--- DATA FOR ANALYSIS Enclosed Below ---
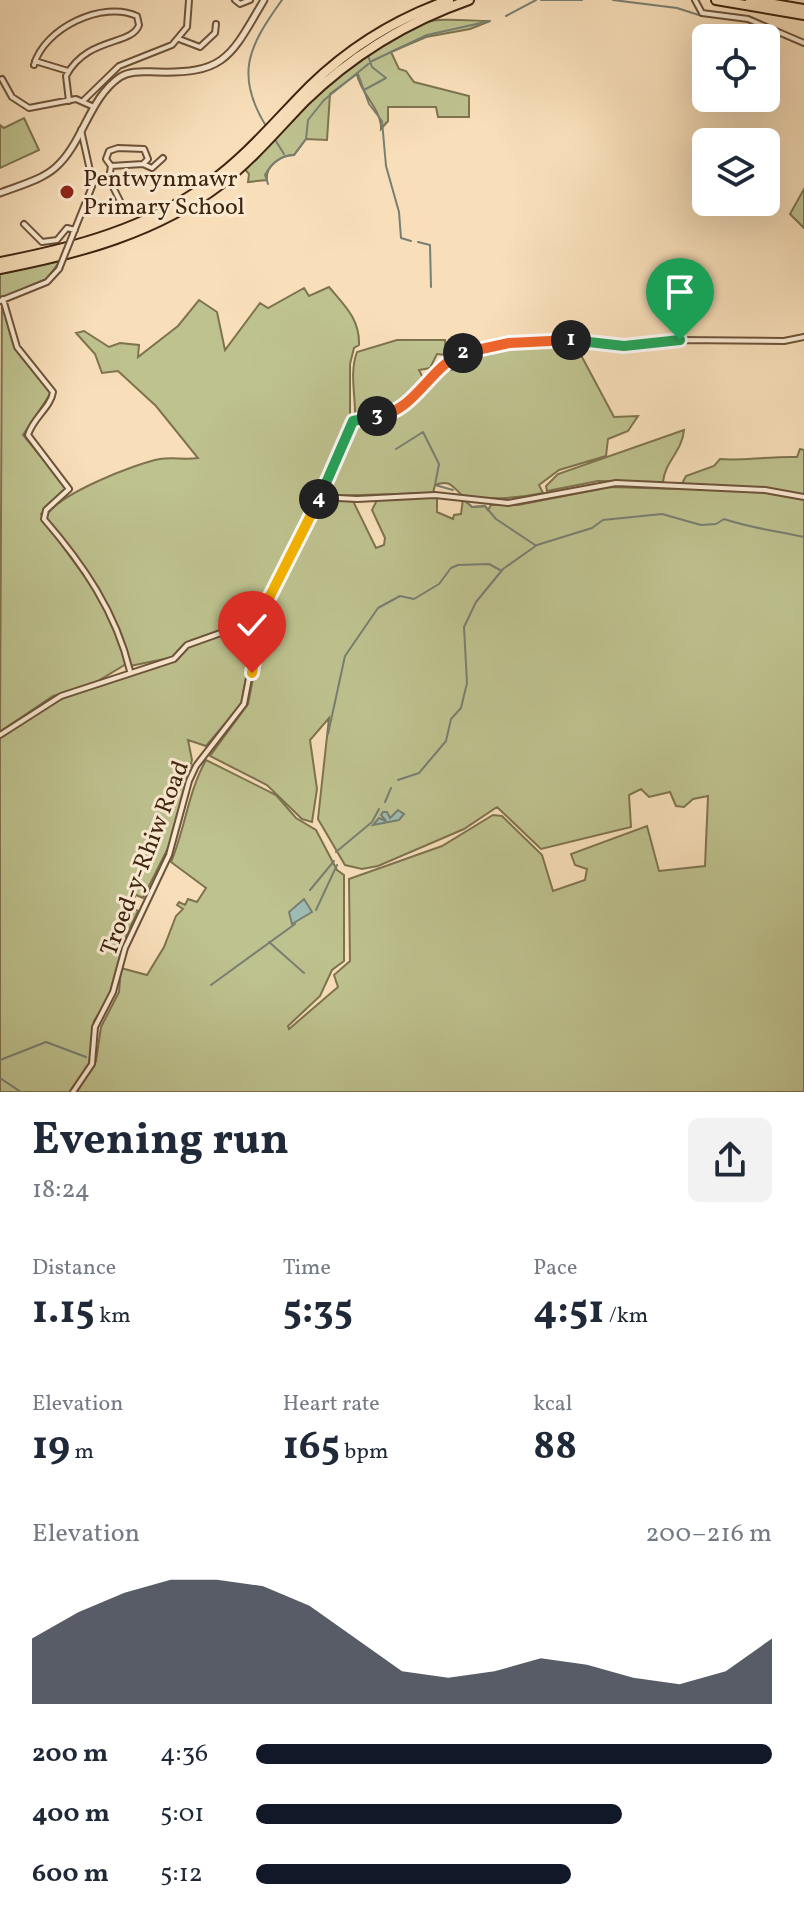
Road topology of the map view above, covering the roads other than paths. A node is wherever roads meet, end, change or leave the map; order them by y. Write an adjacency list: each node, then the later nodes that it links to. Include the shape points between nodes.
1 (189, 0): 14 (street, via 189,20)
2 (235, 0): 3 (street)
3 (250, 0)
4 (264, 0): 20 (street, via 238,44 219,63 193,73 128,73)
5 (449, 0): 31 (main road, via 354,49 240,157 181,202 109,234)
6 (469, 0): 32 (main road, via 422,18 355,57 222,183 171,216 112,241)
7 (716, 0): 11 (main road)
8 (750, 0): 11 (main road)
9 (696, 2): 15 (street, via 702,13 748,19)
10 (804, 9): 11 (main road)
11 (790, 10): 12 (main road)
12 (804, 15)
13 (216, 24): 14 (street, via 208,43 200,47)
14 (179, 39): 19 (street, via 164,51 119,66)
15 (804, 43)
16 (68, 71): 16 (street, via 34,63 47,39 92,11 119,7 137,16 137,31 80,55); 18 (street)
17 (2, 79): 18 (street, via 12,97 29,108)
18 (69, 101): 19 (street)
19 (83, 101): 20 (street)
20 (94, 107): 21 (street)
21 (81, 130): 26 (street); 27 (street, via 55,169)
22 (163, 158): 23 (street, via 152,168)
23 (143, 164): 24 (street); 24 (street, via 148,159 144,149 118,148 109,151 106,159)
24 (111, 166): 25 (street)
25 (109, 179): 26 (street); 28 (street)
26 (92, 181): 30 (street)
27 (0, 193)
28 (122, 205)
29 (24, 224): 30 (street, via 42,242 57,240 67,228)
30 (74, 232): 33 (street, bridge, via 59,269 47,282)
31 (0, 262)
32 (0, 269)
33 (2, 300): 38 (street, via 19,351 53,392 29,438 69,489 46,510 44,519 92,580)
34 (804, 337): 35 (street, Troed-y-Rhiw Road, via 624,346 562,339 469,351 448,360 391,414 353,421)
35 (320, 497): 36 (street, via 435,495 508,503 616,483 765,490); 37 (street, Troed-y-Rhiw Road)
36 (804, 497)
37 (263, 606): 38 (street, via 232,629 187,645 174,659); 40 (street, Troed-y-Rhiw Road, via 244,704 196,766 169,855 95,1027 92,1064)
38 (130, 671): 39 (street, via 61,696)
39 (0, 735)
40 (73, 1092)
--- End of Enclosed DATA FOR ANALYSIS ---
» ACTIVITY: The job here is to retype the data exactly, with no pictures included.

» OUTPUT:
Road topology of the map view above, covering the roads other than paths. A node is wherever roads meet, end, change or leave the map; order them by y. Write an adjacency list: each node, then the later nodes that it links to. Include the shape points between nodes.
1 (189, 0): 14 (street, via 189,20)
2 (235, 0): 3 (street)
3 (250, 0)
4 (264, 0): 20 (street, via 238,44 219,63 193,73 128,73)
5 (449, 0): 31 (main road, via 354,49 240,157 181,202 109,234)
6 (469, 0): 32 (main road, via 422,18 355,57 222,183 171,216 112,241)
7 (716, 0): 11 (main road)
8 (750, 0): 11 (main road)
9 (696, 2): 15 (street, via 702,13 748,19)
10 (804, 9): 11 (main road)
11 (790, 10): 12 (main road)
12 (804, 15)
13 (216, 24): 14 (street, via 208,43 200,47)
14 (179, 39): 19 (street, via 164,51 119,66)
15 (804, 43)
16 (68, 71): 16 (street, via 34,63 47,39 92,11 119,7 137,16 137,31 80,55); 18 (street)
17 (2, 79): 18 (street, via 12,97 29,108)
18 (69, 101): 19 (street)
19 (83, 101): 20 (street)
20 (94, 107): 21 (street)
21 (81, 130): 26 (street); 27 (street, via 55,169)
22 (163, 158): 23 (street, via 152,168)
23 (143, 164): 24 (street); 24 (street, via 148,159 144,149 118,148 109,151 106,159)
24 (111, 166): 25 (street)
25 (109, 179): 26 (street); 28 (street)
26 (92, 181): 30 (street)
27 (0, 193)
28 (122, 205)
29 (24, 224): 30 (street, via 42,242 57,240 67,228)
30 (74, 232): 33 (street, bridge, via 59,269 47,282)
31 (0, 262)
32 (0, 269)
33 (2, 300): 38 (street, via 19,351 53,392 29,438 69,489 46,510 44,519 92,580)
34 (804, 337): 35 (street, Troed-y-Rhiw Road, via 624,346 562,339 469,351 448,360 391,414 353,421)
35 (320, 497): 36 (street, via 435,495 508,503 616,483 765,490); 37 (street, Troed-y-Rhiw Road)
36 (804, 497)
37 (263, 606): 38 (street, via 232,629 187,645 174,659); 40 (street, Troed-y-Rhiw Road, via 244,704 196,766 169,855 95,1027 92,1064)
38 (130, 671): 39 (street, via 61,696)
39 (0, 735)
40 (73, 1092)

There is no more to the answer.